:: Images with localized body landmarks ::
+ + + + + + +

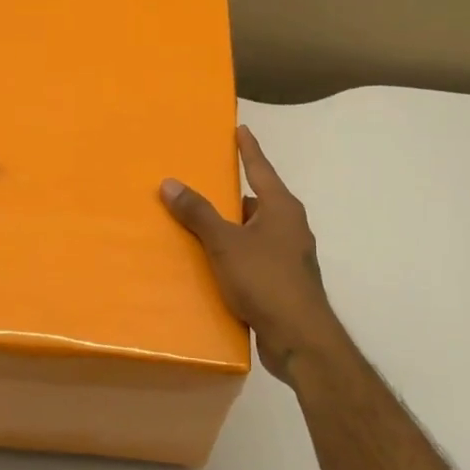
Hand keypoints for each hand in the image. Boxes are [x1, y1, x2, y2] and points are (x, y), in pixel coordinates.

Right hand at [161, 124, 341, 382]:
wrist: (300, 340)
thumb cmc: (266, 280)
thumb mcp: (225, 243)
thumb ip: (198, 213)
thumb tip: (170, 182)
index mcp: (282, 208)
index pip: (261, 168)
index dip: (249, 148)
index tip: (241, 129)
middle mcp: (290, 227)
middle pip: (257, 201)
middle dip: (232, 194)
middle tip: (204, 184)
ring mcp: (290, 257)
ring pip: (254, 232)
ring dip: (231, 229)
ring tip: (199, 225)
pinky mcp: (284, 284)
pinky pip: (254, 259)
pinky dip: (235, 256)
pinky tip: (213, 265)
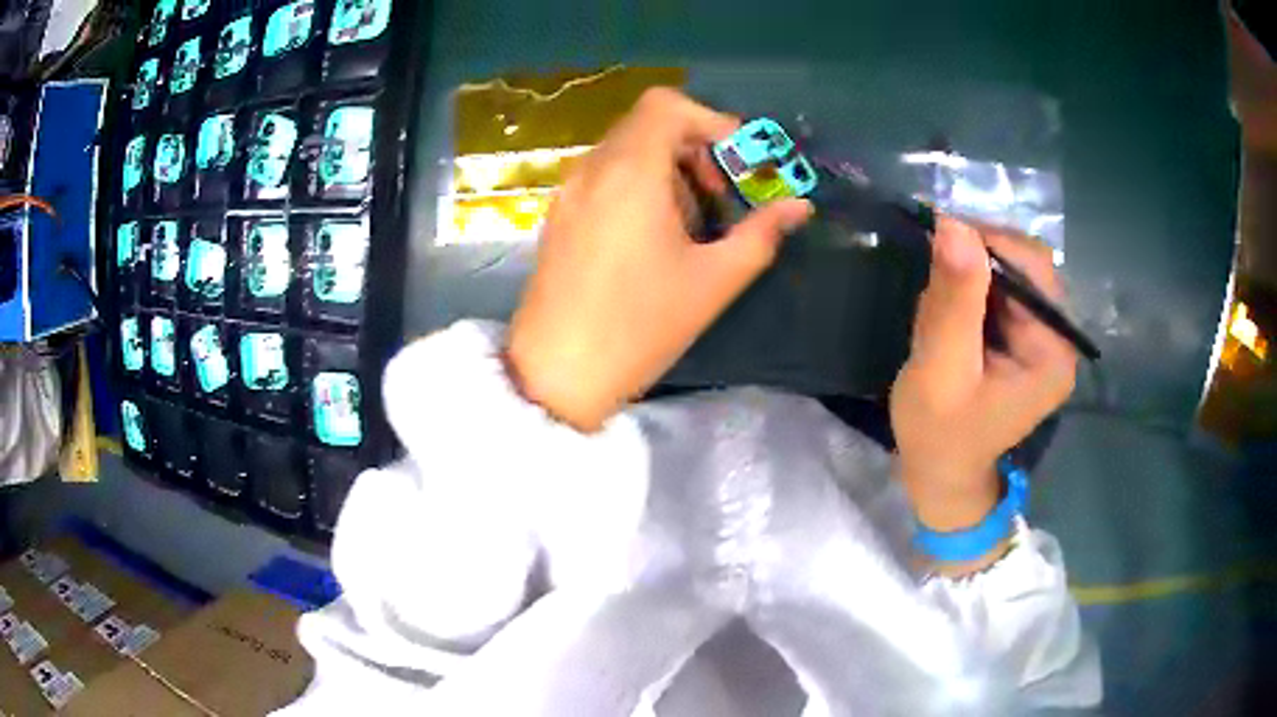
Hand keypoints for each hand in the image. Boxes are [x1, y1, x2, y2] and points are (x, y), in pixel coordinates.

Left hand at [506, 88, 812, 430]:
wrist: (557, 373)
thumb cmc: (640, 326)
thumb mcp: (713, 281)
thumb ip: (761, 233)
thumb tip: (799, 207)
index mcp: (630, 172)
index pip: (667, 105)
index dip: (710, 121)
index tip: (738, 161)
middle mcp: (593, 169)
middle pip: (647, 124)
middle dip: (694, 148)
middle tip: (719, 196)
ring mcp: (569, 191)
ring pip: (625, 149)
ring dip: (667, 168)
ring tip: (689, 224)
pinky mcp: (558, 215)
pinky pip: (603, 175)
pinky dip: (637, 184)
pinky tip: (652, 237)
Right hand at [890, 219, 1076, 537]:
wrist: (939, 472)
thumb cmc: (939, 433)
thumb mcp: (940, 369)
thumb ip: (953, 301)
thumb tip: (954, 223)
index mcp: (1053, 352)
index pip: (1033, 268)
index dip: (990, 244)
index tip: (939, 239)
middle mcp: (1059, 339)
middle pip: (1025, 266)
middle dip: (975, 266)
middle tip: (935, 290)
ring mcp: (1043, 337)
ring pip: (1009, 273)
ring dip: (968, 279)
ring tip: (938, 315)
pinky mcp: (1025, 338)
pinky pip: (1000, 290)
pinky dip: (969, 292)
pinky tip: (949, 320)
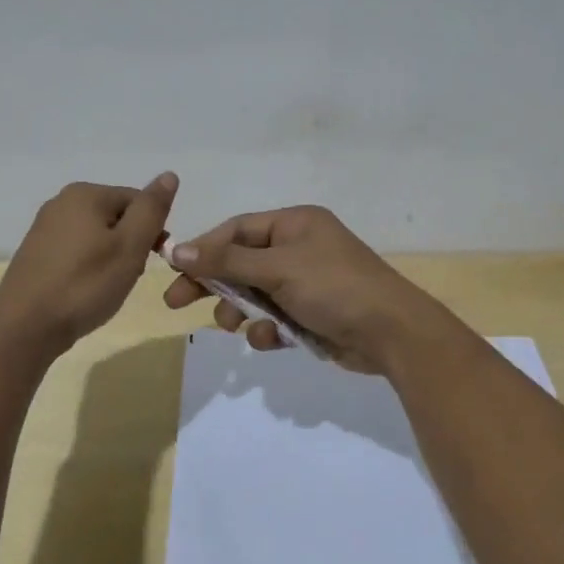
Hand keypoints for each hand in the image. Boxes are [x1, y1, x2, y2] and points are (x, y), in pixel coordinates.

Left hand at [0, 173, 176, 356]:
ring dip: (111, 258)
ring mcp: (44, 227)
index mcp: (85, 193)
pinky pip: (77, 251)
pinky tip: (85, 291)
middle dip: (130, 245)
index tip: (149, 261)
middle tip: (127, 277)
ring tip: (106, 288)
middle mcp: (61, 202)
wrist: (25, 328)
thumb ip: (152, 209)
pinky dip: (88, 268)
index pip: (138, 201)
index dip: (151, 231)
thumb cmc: (85, 285)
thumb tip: (169, 176)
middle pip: (117, 217)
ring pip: (98, 236)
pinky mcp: (36, 253)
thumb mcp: (130, 247)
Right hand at [160, 205, 452, 374]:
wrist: (391, 334)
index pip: (236, 230)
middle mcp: (298, 248)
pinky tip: (270, 339)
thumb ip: (226, 262)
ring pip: (254, 294)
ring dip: (240, 310)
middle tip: (176, 303)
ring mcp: (305, 283)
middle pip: (240, 262)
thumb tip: (176, 249)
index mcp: (294, 224)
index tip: (172, 269)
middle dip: (213, 284)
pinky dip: (266, 329)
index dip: (203, 248)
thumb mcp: (277, 269)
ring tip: (235, 325)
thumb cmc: (334, 287)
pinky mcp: (310, 315)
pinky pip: (274, 317)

+ + + + + + +

:: Task to complete ::
Output, from the data above, the lines from the line with "ring dip: (111, 258)" to the line with "pinky mcp: (36, 253)" exactly as they stand, both ends included and nothing else.

:: Output of the task ::
ring dip: (111, 258)
ring mcp: (44, 227)
index mcp: (85, 193)
pinky pip: (77, 251)
pinky tip: (85, 291)
middle dip: (130, 245)
index tip: (149, 261)
middle tip: (127, 277)
ring tip: (106, 288)
middle mcp: (61, 202)
wrist: (25, 328)
thumb ip: (152, 209)
pinky dip: (88, 268)
index pip: (138, 201)
index dip: (151, 231)
thumb cmc: (85, 285)
thumb tip: (169, 176)
middle pip: (117, 217)
ring pip: (98, 236)
pinky mcp: (36, 253)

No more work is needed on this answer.